A great deal of serious 'social engineering' must be put in place at both micro and macro levels to 'deconstruct' attitudes prejudicial to women. The public must be sensitized to concepts of mutual respect, cooperation and equity between genders. This is a tall order, but short of a sea change in the attitude towards female human beings in general, and the poor and powerless in particular, there can be no end to the violation of their beings ------- their rights and their bodies.
The socio-political environment everywhere is so vitiated by sickness -----the proliferation of violent, mind-polluting commodification of women and related stimuli ----- that it is hardly conducive to the cultivation of a wholesome gender relationship. The lethal mix of drugs, delinquency and unemployment compounds the problem, resulting in dangerous distortions of the mind in susceptible populations, such as the immature and unenlightened. Consequently these victims-of-mind-pollution are found to respond to their own sexual needs and desires in depraved and perverted ways, as is manifest in the increasing incidence of sex-related crimes.

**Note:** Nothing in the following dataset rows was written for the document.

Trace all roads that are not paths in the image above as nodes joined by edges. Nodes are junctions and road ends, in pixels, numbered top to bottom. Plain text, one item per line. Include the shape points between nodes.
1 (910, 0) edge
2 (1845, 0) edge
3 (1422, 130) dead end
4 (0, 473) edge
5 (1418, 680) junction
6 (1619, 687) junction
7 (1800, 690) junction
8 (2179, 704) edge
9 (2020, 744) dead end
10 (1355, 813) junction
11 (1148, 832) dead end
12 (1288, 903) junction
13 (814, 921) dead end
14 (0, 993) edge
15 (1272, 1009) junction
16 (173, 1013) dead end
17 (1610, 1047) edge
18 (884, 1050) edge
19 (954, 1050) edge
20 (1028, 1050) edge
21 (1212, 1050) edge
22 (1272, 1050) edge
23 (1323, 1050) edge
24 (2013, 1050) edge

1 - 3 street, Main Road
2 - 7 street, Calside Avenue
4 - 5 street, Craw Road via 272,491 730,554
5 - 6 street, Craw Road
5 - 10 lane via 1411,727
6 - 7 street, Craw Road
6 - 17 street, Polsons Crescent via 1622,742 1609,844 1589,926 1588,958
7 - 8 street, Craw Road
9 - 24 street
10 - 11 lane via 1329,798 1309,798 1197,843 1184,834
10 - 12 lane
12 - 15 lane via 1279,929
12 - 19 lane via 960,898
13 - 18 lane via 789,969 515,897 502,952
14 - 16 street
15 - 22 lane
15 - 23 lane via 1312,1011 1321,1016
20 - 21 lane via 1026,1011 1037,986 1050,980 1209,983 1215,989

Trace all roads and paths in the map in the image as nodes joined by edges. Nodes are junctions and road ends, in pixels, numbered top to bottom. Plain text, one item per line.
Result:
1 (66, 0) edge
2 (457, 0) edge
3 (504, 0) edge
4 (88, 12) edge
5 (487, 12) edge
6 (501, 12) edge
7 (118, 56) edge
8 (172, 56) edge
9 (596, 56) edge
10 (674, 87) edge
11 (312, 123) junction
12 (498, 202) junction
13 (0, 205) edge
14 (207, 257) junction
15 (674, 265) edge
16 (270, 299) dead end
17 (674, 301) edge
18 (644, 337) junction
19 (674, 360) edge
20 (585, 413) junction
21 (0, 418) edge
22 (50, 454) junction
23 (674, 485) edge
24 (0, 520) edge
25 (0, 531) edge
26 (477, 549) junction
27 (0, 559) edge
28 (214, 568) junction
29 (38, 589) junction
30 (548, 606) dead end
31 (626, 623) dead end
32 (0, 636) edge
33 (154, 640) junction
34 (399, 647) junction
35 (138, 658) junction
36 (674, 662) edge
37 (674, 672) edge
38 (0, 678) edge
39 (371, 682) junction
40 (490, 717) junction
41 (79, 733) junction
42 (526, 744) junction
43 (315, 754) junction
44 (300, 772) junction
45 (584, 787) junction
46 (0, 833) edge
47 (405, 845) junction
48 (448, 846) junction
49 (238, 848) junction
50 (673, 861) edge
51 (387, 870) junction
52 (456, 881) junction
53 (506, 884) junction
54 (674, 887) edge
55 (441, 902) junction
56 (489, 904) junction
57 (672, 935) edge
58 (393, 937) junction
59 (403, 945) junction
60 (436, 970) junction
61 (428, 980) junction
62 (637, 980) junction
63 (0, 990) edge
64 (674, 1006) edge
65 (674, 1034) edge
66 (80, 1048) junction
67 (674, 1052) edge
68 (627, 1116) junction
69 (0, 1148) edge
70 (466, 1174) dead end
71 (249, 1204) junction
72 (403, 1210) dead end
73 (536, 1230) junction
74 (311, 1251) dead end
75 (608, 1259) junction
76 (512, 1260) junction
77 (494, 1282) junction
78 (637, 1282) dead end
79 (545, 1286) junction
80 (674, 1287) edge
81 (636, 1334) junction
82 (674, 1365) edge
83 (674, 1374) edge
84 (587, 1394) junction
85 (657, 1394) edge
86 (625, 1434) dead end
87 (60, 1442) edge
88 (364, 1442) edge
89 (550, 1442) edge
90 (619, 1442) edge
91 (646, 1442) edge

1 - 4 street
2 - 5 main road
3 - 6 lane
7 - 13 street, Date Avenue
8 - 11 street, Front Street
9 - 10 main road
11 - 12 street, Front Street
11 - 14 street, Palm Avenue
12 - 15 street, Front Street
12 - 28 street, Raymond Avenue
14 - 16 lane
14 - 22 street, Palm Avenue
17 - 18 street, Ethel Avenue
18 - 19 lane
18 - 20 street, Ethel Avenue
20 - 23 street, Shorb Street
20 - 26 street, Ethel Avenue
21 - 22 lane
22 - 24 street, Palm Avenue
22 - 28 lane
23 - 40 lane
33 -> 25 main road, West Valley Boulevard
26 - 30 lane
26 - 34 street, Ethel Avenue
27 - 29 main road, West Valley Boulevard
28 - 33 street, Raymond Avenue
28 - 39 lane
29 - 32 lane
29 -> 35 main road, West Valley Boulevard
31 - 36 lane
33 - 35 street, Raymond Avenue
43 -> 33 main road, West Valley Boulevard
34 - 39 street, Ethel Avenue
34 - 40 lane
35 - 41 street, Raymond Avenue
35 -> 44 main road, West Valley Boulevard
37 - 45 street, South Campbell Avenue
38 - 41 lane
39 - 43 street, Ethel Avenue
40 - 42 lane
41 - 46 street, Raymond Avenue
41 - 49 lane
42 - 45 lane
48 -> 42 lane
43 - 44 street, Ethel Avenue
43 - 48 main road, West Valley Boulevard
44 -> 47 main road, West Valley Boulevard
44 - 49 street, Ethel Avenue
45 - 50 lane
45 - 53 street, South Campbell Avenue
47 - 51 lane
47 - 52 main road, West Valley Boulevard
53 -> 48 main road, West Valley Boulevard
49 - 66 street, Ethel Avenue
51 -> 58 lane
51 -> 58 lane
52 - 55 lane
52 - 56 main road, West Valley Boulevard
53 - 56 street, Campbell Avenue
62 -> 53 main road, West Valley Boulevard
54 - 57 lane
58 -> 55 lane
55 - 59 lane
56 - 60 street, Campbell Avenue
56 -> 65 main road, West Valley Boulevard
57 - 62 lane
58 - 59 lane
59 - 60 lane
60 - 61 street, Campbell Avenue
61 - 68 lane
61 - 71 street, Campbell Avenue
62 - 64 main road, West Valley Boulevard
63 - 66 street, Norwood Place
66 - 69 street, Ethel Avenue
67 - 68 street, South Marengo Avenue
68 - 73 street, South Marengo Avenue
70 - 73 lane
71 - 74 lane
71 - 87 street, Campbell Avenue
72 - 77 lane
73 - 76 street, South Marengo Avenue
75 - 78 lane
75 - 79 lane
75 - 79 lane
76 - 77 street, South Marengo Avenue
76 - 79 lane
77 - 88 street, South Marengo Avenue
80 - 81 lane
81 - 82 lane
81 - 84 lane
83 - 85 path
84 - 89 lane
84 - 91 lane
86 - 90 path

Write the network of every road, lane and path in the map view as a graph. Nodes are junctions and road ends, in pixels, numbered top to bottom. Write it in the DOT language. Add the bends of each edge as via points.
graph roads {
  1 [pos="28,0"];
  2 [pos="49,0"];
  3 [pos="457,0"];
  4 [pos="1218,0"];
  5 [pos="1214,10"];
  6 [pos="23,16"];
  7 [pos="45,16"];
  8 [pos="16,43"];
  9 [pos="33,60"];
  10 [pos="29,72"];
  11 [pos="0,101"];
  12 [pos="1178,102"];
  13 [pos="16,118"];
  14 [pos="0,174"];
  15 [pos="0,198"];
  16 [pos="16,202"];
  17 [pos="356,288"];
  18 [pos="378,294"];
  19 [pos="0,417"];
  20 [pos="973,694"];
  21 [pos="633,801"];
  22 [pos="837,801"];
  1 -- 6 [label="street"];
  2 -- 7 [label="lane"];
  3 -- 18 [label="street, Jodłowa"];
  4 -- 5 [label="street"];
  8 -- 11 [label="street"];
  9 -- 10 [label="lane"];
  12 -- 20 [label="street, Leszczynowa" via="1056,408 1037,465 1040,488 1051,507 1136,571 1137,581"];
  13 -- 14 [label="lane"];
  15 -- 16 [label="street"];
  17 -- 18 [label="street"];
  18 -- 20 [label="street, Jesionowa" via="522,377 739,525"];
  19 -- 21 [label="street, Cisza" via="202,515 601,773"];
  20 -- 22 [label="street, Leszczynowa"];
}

To cure this sickness, or at least limit the damage, we must begin at the beginning. Start with fairer gender concepts in school text books and institute strict guidelines for the entertainment media, television and film industry included. Some welcome move has been coming from sections of the latter which hopefully can drive out both home-made and imported trash that pass as entertainment. But apart from positive role projections in the media there is a greater need, and that is, to implement the constitutional promise of universal basic education and employment for all. Productive employment and sharing of responsibilities, both at home and outside, can certainly contribute to mutual respect and take us on the road to healthy human relationships where the human status of neither is considered superior or inferior to the other.